Ma il centro del quadro non è il personaggio ma la reazione di coloro che vengono spiazzati dalla sua inaspettata presenza.  Nel complesso conflitto psicologico lo snodo compositivo principale è costituito dall’incontro degli sguardi di madre e figlio, che nascondono mondi tra loro contrapposti, creando quella tensione che rappresenta una caratteristica intrinseca dell’opera.

Lo spazio della madre è un mondo chiuso, tranquillo, domestico, pervaso dalla luce, è il mondo della famiglia. 

L’intensità dell’istante dell’apparizione è un importante principio organizzativo della composizione. In quell’istante, nella coscienza dell’osservatore, prende forma senza difficoltà l’epilogo di ciò che accade mentre la grande quantità di particolari “parlanti” introduce nel quadro le circostanze del “prima”, ovvero del passato. Così passato e futuro si intrecciano nel presente. 

Di fronte a questo quadro strano soprattutto per il tema espresso dal titolo “Non lo aspettavano” ho colto un forte collegamento con quello che stiamo vivendo. E se il Tizio che appare fosse segno del virus che ci sta cambiando la vita? E’ vero che bisogna informarsi a tutti i livelli su che cosa sia a livello biologico etc.; ma è vero anche che dobbiamo preparaci a rispondere in prima persona a questo sgraditissimo ospite, a questo invasore, a questo nemico.

È una risposta che dobbiamo dare in proprio; e questo ci spaventa assai. C’è sempre una zona “cuscinetto” che attutisce e smorza l’impatto, come l’air bag, ma qui l’air bag non può risolvere tutto. Siamo chiamati a cambiare vita, siamo chiamati ad essere sollecitati, come se uno non fosse più allenato ma arrugginito dall’età o appesantito dalla dieta. C’è un allarme al quale rispondere. Questo va fatto a partire dal nostro cuore, dalla nostra anima.

Il libro dell’Apocalisse ci rivolge questa indicazione che non sembra proprio rassicurante ma è la parola che hanno custodita i primi cristiani nel tempo della grande persecuzione: 5Alla bestia fu data una bocca per proferire parole d’orgoglio e bestemmie, con il potere di agire per quarantadue mesi. 6Essa aprì la bocca per proferire bestemmie contro Dio, per bestemmiare il suo nome e la sua dimora, contro tutti quelli che abitano in cielo. Le fu permesso di far guerra contro i santi e di vincerli; le fu dato potere sopra ogni stirpe, popolo, lingua e nazione. 8L’adorarono tutti gli abitanti della terra, il cui nome non è scritto fin dalla fondazione del mondo nel libro della vita dell’Agnello immolato. Chi ha orecchi, ascolti: 10Colui che deve andare in prigionia, andrà in prigionia; colui che deve essere ucciso di spada di spada sia ucciso. In questo sta la costanza e la fede dei santi”. Molti di noi stanno già rispondendo con coraggio e “parresia”. Molti di noi ci stanno edificando con la fede che permea la loro vita, con la quale stanno già mettendo per iscritto la Via Crucis che pregheremo durante il Venerdì Santo del Triduo pasquale, che quest’anno celebreremo in modo del tutto inedito.

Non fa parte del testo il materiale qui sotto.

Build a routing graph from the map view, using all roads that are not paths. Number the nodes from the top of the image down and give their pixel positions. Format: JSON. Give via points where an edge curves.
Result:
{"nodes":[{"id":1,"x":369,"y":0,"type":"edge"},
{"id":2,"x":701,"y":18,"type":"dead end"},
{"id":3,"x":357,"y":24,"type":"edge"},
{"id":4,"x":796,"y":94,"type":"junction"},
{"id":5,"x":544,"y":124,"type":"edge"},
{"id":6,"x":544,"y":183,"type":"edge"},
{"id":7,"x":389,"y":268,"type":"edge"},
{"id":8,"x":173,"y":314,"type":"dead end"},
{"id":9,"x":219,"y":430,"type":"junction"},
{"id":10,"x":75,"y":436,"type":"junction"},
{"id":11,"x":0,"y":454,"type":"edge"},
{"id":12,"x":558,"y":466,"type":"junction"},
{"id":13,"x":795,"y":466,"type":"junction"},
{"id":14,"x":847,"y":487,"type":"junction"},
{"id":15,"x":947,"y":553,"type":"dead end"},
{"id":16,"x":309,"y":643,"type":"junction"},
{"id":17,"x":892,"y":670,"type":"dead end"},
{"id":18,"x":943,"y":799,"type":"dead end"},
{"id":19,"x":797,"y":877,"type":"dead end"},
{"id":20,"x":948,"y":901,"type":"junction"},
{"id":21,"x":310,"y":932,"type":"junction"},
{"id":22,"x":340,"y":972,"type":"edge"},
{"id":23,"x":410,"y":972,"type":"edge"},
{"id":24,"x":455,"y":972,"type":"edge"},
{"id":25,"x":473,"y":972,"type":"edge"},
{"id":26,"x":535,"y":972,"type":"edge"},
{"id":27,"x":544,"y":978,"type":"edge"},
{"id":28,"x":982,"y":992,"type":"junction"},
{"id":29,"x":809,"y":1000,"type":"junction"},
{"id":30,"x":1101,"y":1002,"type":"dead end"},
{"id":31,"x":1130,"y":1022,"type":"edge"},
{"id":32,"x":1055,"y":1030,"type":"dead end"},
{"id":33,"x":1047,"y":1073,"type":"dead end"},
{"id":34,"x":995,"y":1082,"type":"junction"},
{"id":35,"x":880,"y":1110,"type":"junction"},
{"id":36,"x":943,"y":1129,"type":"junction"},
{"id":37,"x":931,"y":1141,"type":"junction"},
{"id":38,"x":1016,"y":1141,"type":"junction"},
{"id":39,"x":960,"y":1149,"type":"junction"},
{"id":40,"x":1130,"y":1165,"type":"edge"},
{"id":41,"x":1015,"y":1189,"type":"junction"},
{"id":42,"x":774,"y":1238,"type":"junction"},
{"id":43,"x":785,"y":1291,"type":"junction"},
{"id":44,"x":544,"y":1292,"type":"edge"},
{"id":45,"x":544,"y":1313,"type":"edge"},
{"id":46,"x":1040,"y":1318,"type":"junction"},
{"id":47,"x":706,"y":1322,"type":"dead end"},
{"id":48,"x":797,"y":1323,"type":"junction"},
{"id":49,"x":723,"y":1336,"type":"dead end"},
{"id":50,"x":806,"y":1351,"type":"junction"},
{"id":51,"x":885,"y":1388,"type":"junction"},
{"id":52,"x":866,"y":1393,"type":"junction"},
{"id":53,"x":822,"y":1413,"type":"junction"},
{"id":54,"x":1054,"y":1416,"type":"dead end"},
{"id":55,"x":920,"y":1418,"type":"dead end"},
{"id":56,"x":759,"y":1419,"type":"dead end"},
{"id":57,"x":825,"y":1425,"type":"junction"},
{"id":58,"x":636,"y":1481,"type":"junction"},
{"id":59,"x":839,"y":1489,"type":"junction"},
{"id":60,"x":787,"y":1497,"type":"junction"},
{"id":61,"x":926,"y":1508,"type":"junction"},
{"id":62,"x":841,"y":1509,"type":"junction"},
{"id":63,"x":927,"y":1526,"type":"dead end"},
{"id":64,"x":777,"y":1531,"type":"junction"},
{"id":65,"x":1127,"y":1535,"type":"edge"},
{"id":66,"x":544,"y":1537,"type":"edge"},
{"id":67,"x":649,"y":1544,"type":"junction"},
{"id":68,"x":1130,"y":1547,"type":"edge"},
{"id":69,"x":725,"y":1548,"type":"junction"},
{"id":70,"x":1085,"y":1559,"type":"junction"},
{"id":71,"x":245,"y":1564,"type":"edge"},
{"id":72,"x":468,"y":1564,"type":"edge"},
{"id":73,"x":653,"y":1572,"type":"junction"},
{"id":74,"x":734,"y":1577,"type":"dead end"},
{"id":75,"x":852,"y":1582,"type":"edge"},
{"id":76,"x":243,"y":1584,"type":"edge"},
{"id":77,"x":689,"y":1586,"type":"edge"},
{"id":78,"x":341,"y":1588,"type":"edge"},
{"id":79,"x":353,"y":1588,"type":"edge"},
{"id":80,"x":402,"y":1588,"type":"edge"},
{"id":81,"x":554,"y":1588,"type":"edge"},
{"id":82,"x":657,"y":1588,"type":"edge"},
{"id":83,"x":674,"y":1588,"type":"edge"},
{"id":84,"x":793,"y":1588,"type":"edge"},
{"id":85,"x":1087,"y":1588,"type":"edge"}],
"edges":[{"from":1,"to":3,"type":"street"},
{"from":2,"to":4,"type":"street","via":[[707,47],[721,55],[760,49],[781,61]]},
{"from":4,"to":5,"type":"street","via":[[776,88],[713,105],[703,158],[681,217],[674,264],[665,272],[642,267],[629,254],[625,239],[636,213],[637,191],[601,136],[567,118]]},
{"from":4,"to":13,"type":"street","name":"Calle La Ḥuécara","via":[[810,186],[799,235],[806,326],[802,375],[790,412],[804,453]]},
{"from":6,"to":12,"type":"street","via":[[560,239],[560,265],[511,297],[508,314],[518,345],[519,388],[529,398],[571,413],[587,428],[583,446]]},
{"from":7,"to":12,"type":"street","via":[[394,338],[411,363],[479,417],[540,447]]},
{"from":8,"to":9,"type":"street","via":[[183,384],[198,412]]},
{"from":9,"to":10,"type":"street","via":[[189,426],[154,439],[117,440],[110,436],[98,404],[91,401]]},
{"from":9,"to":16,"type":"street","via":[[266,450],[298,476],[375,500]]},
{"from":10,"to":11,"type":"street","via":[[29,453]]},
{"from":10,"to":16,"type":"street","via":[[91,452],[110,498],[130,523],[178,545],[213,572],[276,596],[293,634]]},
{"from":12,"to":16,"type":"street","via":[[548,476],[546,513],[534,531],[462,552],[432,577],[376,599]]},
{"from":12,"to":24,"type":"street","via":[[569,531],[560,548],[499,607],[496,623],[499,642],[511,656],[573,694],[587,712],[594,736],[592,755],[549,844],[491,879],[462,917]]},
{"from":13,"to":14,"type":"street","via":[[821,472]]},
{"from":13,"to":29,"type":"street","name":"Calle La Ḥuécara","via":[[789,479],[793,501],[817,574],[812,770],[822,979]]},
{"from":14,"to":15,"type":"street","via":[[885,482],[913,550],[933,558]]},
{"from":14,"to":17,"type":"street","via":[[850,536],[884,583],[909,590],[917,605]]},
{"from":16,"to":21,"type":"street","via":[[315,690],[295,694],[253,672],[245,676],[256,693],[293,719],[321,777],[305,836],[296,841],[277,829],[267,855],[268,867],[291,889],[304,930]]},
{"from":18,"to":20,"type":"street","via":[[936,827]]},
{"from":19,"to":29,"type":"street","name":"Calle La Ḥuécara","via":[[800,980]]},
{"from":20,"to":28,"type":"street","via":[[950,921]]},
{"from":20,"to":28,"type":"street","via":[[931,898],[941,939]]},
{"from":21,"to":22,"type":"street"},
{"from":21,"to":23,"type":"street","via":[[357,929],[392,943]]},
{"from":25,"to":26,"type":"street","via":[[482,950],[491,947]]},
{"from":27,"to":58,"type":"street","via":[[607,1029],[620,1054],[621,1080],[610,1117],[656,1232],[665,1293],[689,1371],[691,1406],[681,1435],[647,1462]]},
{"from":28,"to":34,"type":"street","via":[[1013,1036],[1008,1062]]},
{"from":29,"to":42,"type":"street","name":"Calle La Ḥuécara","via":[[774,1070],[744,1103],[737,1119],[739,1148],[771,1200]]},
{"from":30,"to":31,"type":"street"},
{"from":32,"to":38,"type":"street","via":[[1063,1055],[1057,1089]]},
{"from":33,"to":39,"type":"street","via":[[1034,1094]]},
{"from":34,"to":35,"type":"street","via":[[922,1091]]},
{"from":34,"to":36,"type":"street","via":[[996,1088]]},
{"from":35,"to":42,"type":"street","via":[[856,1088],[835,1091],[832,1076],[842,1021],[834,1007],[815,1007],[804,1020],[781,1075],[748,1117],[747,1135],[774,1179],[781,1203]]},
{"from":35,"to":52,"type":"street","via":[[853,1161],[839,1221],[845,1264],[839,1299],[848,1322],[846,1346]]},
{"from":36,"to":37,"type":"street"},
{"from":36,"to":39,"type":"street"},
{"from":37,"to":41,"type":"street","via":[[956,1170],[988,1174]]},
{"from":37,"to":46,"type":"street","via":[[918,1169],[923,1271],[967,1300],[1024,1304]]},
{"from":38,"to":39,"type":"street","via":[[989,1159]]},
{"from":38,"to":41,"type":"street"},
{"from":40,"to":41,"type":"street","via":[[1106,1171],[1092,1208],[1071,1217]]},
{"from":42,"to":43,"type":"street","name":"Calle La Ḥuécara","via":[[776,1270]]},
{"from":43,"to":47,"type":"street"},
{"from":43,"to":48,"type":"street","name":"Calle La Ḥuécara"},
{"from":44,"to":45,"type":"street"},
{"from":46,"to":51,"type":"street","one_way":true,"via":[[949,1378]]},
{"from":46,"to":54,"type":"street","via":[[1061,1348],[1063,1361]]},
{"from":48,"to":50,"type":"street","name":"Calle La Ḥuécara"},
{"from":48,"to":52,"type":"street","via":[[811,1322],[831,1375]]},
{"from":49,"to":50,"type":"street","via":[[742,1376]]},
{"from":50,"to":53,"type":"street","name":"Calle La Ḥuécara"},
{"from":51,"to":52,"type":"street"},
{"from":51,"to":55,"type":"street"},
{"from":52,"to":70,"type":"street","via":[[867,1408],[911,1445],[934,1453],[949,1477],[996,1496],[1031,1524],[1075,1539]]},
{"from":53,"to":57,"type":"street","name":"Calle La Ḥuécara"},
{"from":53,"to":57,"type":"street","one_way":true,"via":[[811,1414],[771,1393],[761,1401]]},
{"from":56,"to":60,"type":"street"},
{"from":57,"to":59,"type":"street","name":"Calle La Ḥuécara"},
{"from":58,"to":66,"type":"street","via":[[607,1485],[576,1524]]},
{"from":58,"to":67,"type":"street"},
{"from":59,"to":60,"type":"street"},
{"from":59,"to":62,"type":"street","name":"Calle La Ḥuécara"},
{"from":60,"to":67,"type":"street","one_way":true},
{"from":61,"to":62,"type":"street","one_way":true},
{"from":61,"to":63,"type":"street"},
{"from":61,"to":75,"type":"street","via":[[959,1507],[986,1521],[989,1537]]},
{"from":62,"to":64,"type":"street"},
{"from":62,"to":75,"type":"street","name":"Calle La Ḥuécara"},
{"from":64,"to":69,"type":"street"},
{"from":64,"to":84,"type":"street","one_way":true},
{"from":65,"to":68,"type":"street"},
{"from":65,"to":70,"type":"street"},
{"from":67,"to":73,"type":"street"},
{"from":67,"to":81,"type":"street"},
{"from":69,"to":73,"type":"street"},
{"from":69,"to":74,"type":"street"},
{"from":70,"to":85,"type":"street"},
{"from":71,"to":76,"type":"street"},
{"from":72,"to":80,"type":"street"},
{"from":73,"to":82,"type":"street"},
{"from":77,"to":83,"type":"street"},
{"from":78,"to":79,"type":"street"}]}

Per trarre le conclusioni, riprendendo, l’atmosfera del quadro, riceviamo senz’altro l’ammonimento a non dare nulla per scontato, di non dimenticare che i progetti della nostra vita sono, il più delle volte, effimeri e che la dinamica della nostra esistenza ha una forza tale che ci trascende e il più delle volte, sorprendendoci, ci trova impreparati.

Ciononostante dobbiamo renderci conto che abbiamo delle basi tali che non consentiranno alle tempeste del momento presente di portarci fino al punto dello smarrimento e di farci perdere la via. 

Così è scritto: “Perciò chiunque ascolta queste mie parole e le mette in pratica è simile a un uomo saggio che ha costruito la sua casa sulla roccia: cadde la pioggia, strariparono i fiumi, soffiarono i venti e si abbatterono su quella casa ed essa non cadde perché era fondata sopra la roccia”.